Jarosław Gowin: powiedziałem Grzegorzowi Schetynie "zaatakujmy Donalda Tuska".

"Grzegorz, zaatakujmy Donalda, bo jeżeli my tego nie zrobimy razem, to on wykończy najpierw mnie, a później ciebie". Odpowiedź Schetyny brzmiała "nie, to wielki polityk, to mąż stanu".Ze strony Schetyny to była autentyczna przyjaźń, a Donald Tusk nieprzypadkowo lubi powtarzać, że w polityce nie ma przyjaźni - mówił w "Piaskiem po oczach" w TVN24 Jarosław Gowin.
To oświadczenie, niezależnie od intencji mówiącego, zmienia nieco obraz Gowina, jako bezbronnego baranka skazanego na rzeź przez Donalda Tuska.

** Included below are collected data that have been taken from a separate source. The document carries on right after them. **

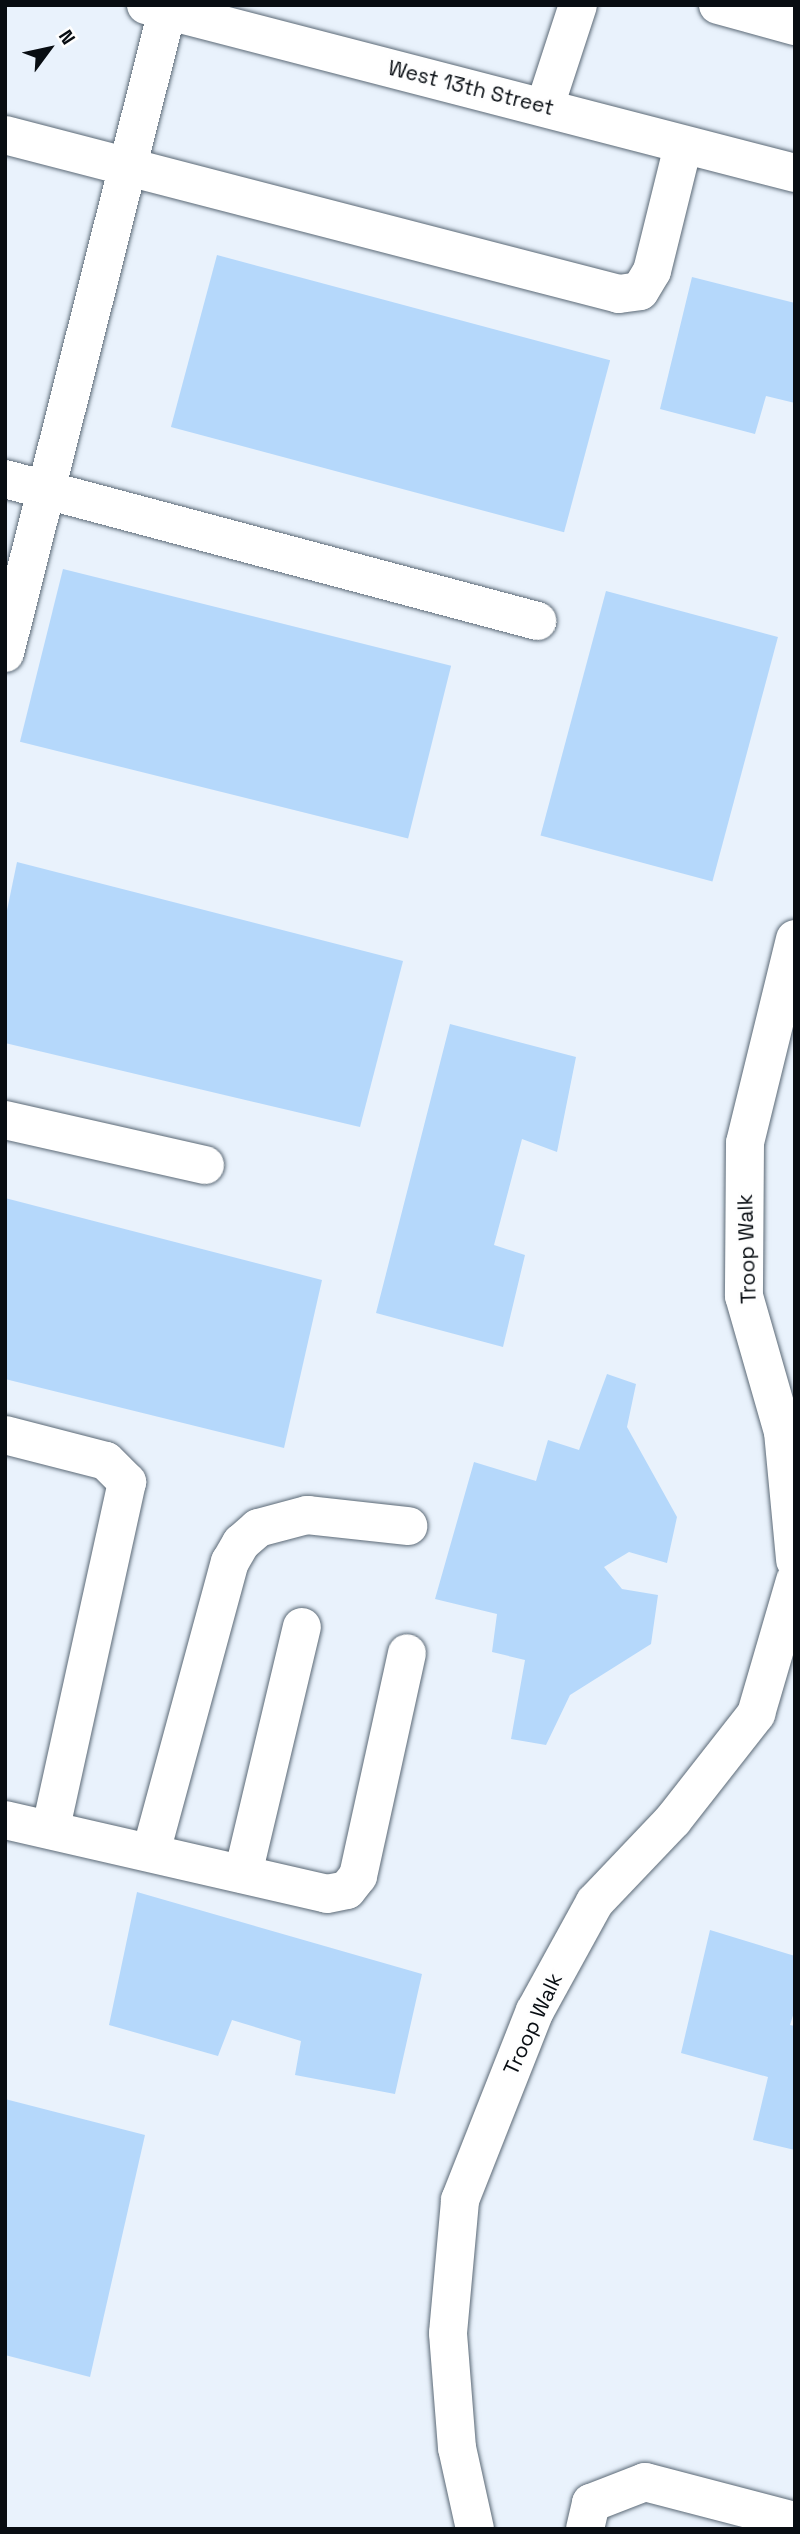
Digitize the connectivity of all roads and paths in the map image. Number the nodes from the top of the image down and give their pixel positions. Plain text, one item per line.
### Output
1 (578, 5) edge
2 (718, 5) edge
3 (156, 8) edge
4 (795, 26) edge
5 (545, 107) junction
6 (5, 135) edge
7 (683, 146) junction
8 (128, 164) junction
9 (795, 173) edge
10 (5, 479) edge
11 (46, 489) junction
12 (537, 621) dead end
13 (5, 653) edge
14 (795, 939) edge
15 (5, 1120) edge
16 (205, 1165) dead end
17 (5, 1435) edge
18 (408, 1526) dead end
19 (795, 1560) edge
20 (795, 1581) edge
21 (302, 1627) dead end
22 (407, 1653) dead end
23 (5, 1820) edge
24 (51, 1829) junction
25 (151, 1852) junction
26 (243, 1874) junction
27 (795, 2521) edge
28 (475, 2529) edge
29 (584, 2529) edge

1 - 5 street
2 - 4 street
3 - 5 street, West 13th Street
3 - 8 street
5 - 7 street, West 13th Street
6 - 8 street
7 - 8 street
7 - 9 street, West 13th Street
8 - 11 street
10 - 11 street
11 - 12 street
11 - 13 street
14 - 19 street, Troop Walk
15 - 16 street
17 - 24 street
18 - 25 street
20 - 28 street, Troop Walk
21 - 26 street
22 - 26 street
23 - 24 street
24 - 25 street
25 - 26 street
27 - 29 street

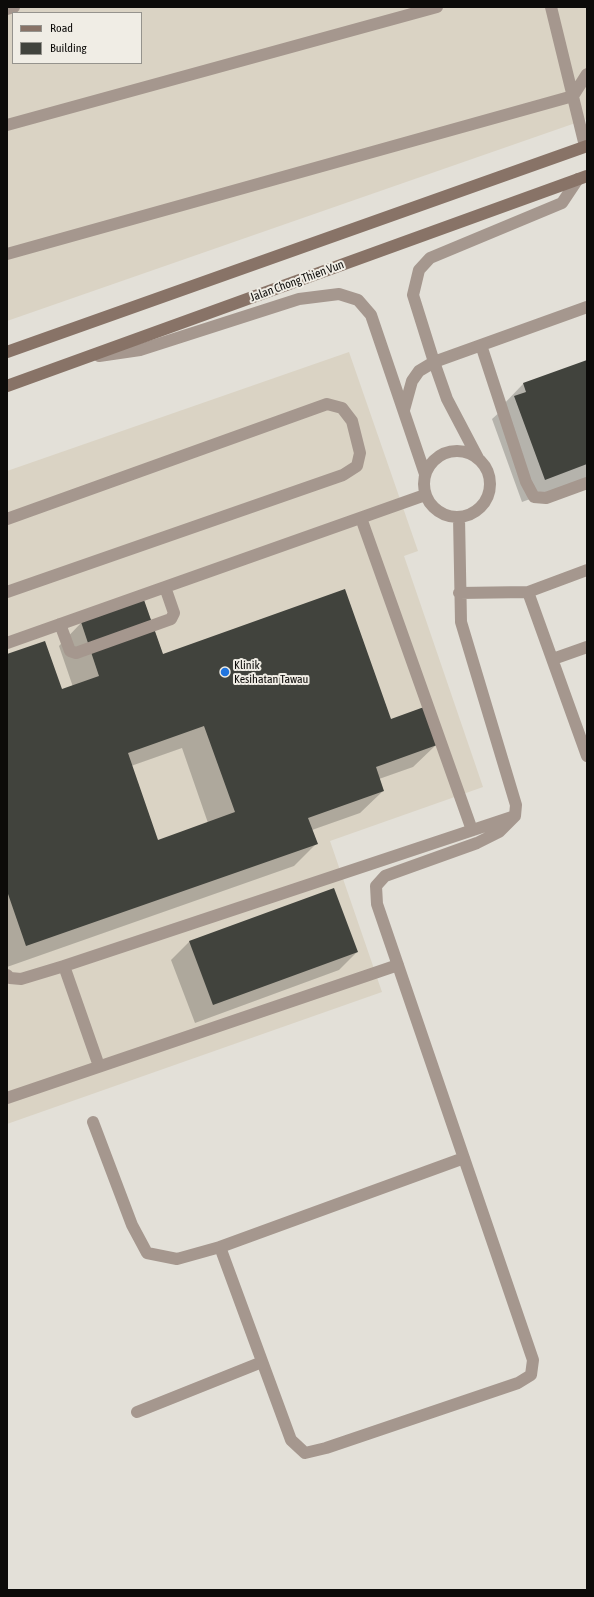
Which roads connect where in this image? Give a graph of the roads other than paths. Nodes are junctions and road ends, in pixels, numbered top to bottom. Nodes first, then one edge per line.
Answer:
1 (14, 7) edge
2 (437, 7) edge
3 (551, 7) edge
4 (7, 9) edge
5 (587, 74) edge
6 (574, 96) junction
7 (7, 125) edge
8 (586, 146) edge
9 (583, 178) edge
10 (7, 254) edge
11 (587, 307) edge
12 (481, 345) junction
13 (7, 352) edge
14 (87, 357) junction
15 (434, 362) junction
16 (7, 386) edge
17 (404, 411) junction
18 (478, 458) junction
19 (425, 474) junction
20 (587, 483) edge
21 (425, 495) junction
22 (361, 518) junction
23 (459, 518) junction
24 (7, 519) edge
25 (587, 570) edge
26 (165, 587) junction
27 (7, 592) edge
28 (528, 592) junction
29 (459, 593) junction
30 (60, 624) junction
31 (7, 643) edge
32 (587, 647) edge
33 (553, 659) junction
34 (581, 721) edge
35 (587, 756) edge
36 (515, 816) junction
37 (472, 830) junction
38 (398, 964) junction
39 (64, 966) junction
40 (7, 975) edge
41 (99, 1066) junction
42 (7, 1098) edge
43 (93, 1122) dead end
44 (464, 1158) junction
45 (220, 1247) junction
46 (262, 1362) junction
47 (137, 1412) dead end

Pan Jarosław na długo przed swym odejściem z macierzystej partii knuł po prostu, jak kret, w jej szeregach i przeciwko jej szefowi, tłumacząc, że to tylko prewencja. Jestem ostatnim, którego można by posądzić o uwielbienie dla obecnego premiera, ale takiej nielojalności także bym nie wybaczył, tym bardziej rozgrzeszył.
Zakładając autentyczne uwielbienie i oddanie Schetyny dla wodza, o tych knowaniach Donald zapewne dowiedział się bezpośrednio od niego. Tym bardziej w złym świetle stawia to jednak cały charakter Tuska i to co później wyczyniał on z Schetyną.